The high precision that photometry in the near and intermediate infrared region can provide has not been achieved, partly because of technical challenges (including cryogenics, which most IR detectors require), and partly because the filters in common use are not optimized to avoid water-vapor absorptions, which are the principal impediment to precise ground-based IR photometry.

We review the IRWG filters that achieve this goal, and the trials that were undertaken to demonstrate their superiority. We focus especially on the near IR set and, for high elevation sites, the passbands in the N window.

We also discuss the price to be paid for the improved precision, in the form of lower throughput, and why it should be paid: to achieve not only higher precision (i.e., improved signal-to-noise ratio), but also lower extinction, thus producing higher accuracy in extra-atmospheric magnitudes. The edges of the IRWG passbands are not defined by the edges of the atmospheric windows: therefore, they admit no flux from these (constantly varying) edges. The throughput cost and the lack of a large body of data already obtained in these passbands are principal reasons why the IRWG filters are not in wide use at observatories around the world that currently do IR work. Yet a measure of the signal-to-noise ratio varies inversely with both extinction and with a measure of the Forbes effect. So, the small loss of raw throughput is recouped in signal-to-noise gain. We illustrate these points with passbands of both near and intermediate IR passbands. There is also the matter of cost for small production runs of these filters; reduced costs can be realized through bulk orders with uniform filter specifications.

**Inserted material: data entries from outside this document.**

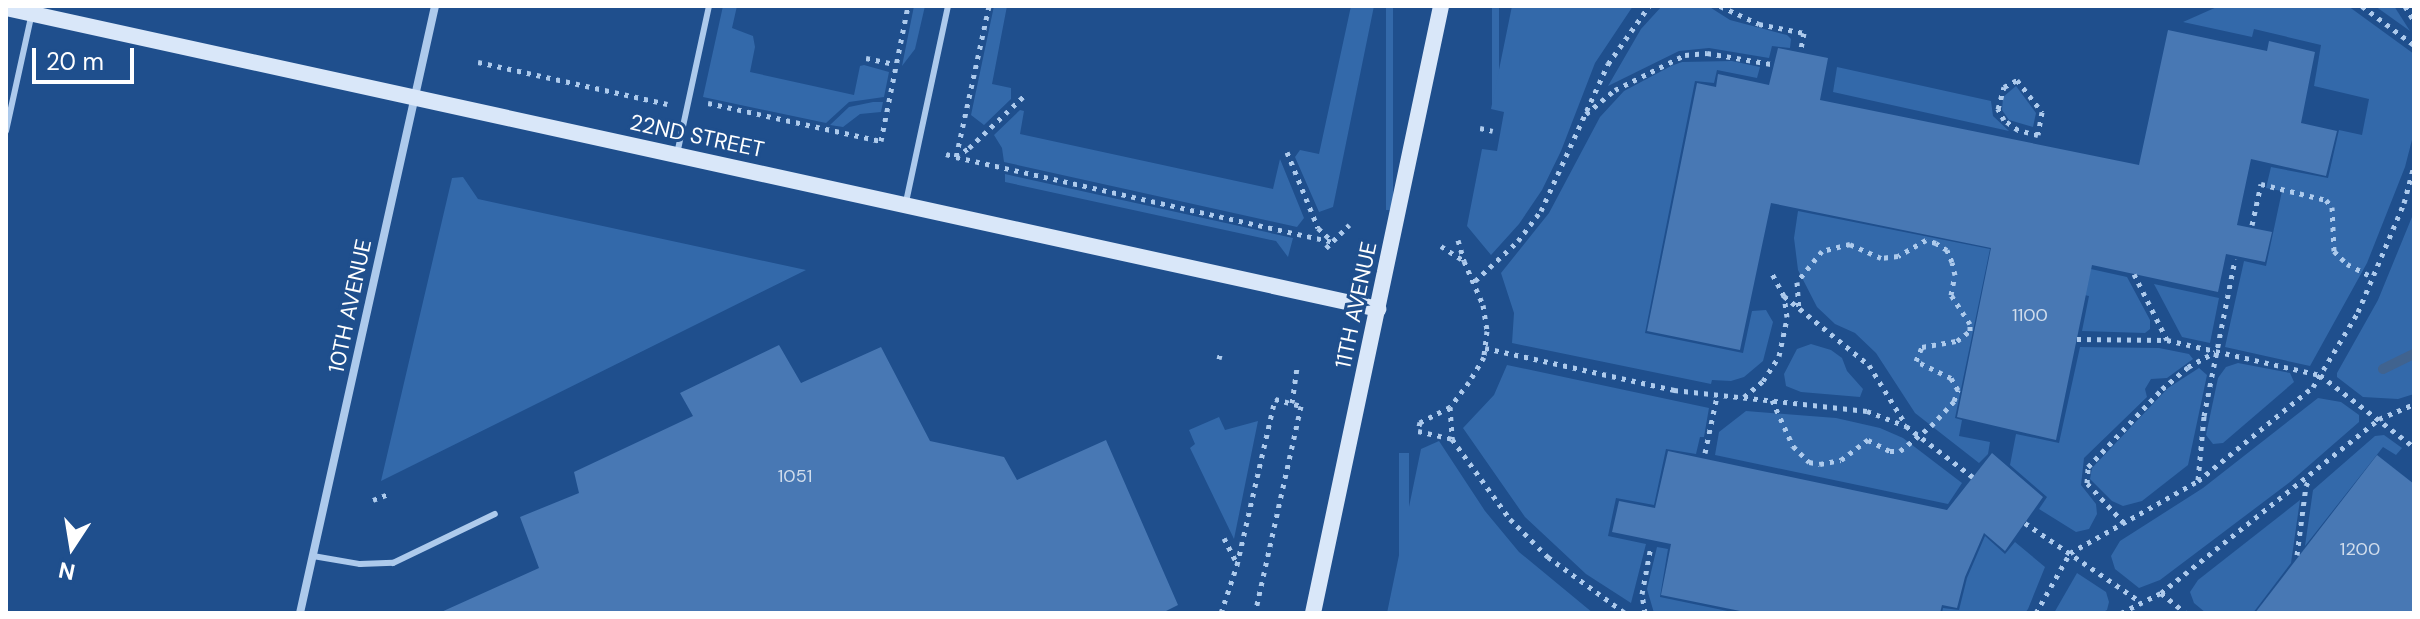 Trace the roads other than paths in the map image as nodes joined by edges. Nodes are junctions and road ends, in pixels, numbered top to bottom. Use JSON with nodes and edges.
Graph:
{"nodes":[{"id":1,"x":435,"y":6,"type":"edge"},
{"id":2,"x":709,"y":6,"type":"edge"},
{"id":3,"x":948,"y":6,"type":"edge"},
{"id":4,"x":1441,"y":6,"type":"edge"},
{"id":5,"x":6,"y":8,"type":"edge"},
{"id":6,"x":33,"y":10,"type":"edge"},
{"id":7,"x":415,"y":98,"type":"junction"},
{"id":8,"x":6,"y":131,"type":"edge"},
{"id":9,"x":677,"y":154,"type":"junction"},
{"id":10,"x":906,"y":203,"type":"junction"},
{"id":11,"x":1378,"y":309,"type":"junction"},
{"id":12,"x":495,"y":514,"type":"dead end"},
{"id":13,"x":313,"y":556,"type":"junction"},
{"id":14,"x":300,"y":613,"type":"edge"},
{"id":15,"x":1313,"y":613,"type":"edge"}],
"edges":[{"from":1,"to":7,"type":"street","name":"10TH AVENUE"},
{"from":2,"to":9,"type":"lane"},
{"from":3,"to":10,"type":"lane"},
{"from":4,"to":11,"type":"street","name":"11TH AVENUE"},
{"from":5,"to":6,"type":"street","name":"22ND STREET"},
{"from":6,"to":7,"type":"street","name":"22ND STREET"},
{"from":6,"to":8,"type":"lane"},
{"from":7,"to":9,"type":"street","name":"22ND STREET"},
{"from":7,"to":13,"type":"street","name":"10TH AVENUE"},
{"from":9,"to":10,"type":"street","name":"22ND STREET"},
{"from":10,"to":11,"type":"street","name":"22ND STREET"},
{"from":11,"to":15,"type":"street","name":"11TH AVENUE"},
{"from":12,"to":13,"type":"lane"},
{"from":13,"to":14,"type":"street","name":"10TH AVENUE"}]}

As a consequence, the near-IR IRWG passbands offer the prospect of being able to do photometry in those passbands at both high and low elevation sites that are capable of supporting precise photometry, thereby freeing infrared photometry from the need to access exclusively high and dry elevation sites, although photometry done at those sites can also benefit from improved accuracy and transformability.

We suggest that if the IRWG passbands are made available, they will be used!

New automated systems making use of these passbands have the advantage of establishing the system more widely, creating a larger body of data to which future observations will be fully transformable, and will be cheaper to purchase.

This work has been supported in part by grants to EFM by the Canadian Natural Sciences and Engineering Research Council.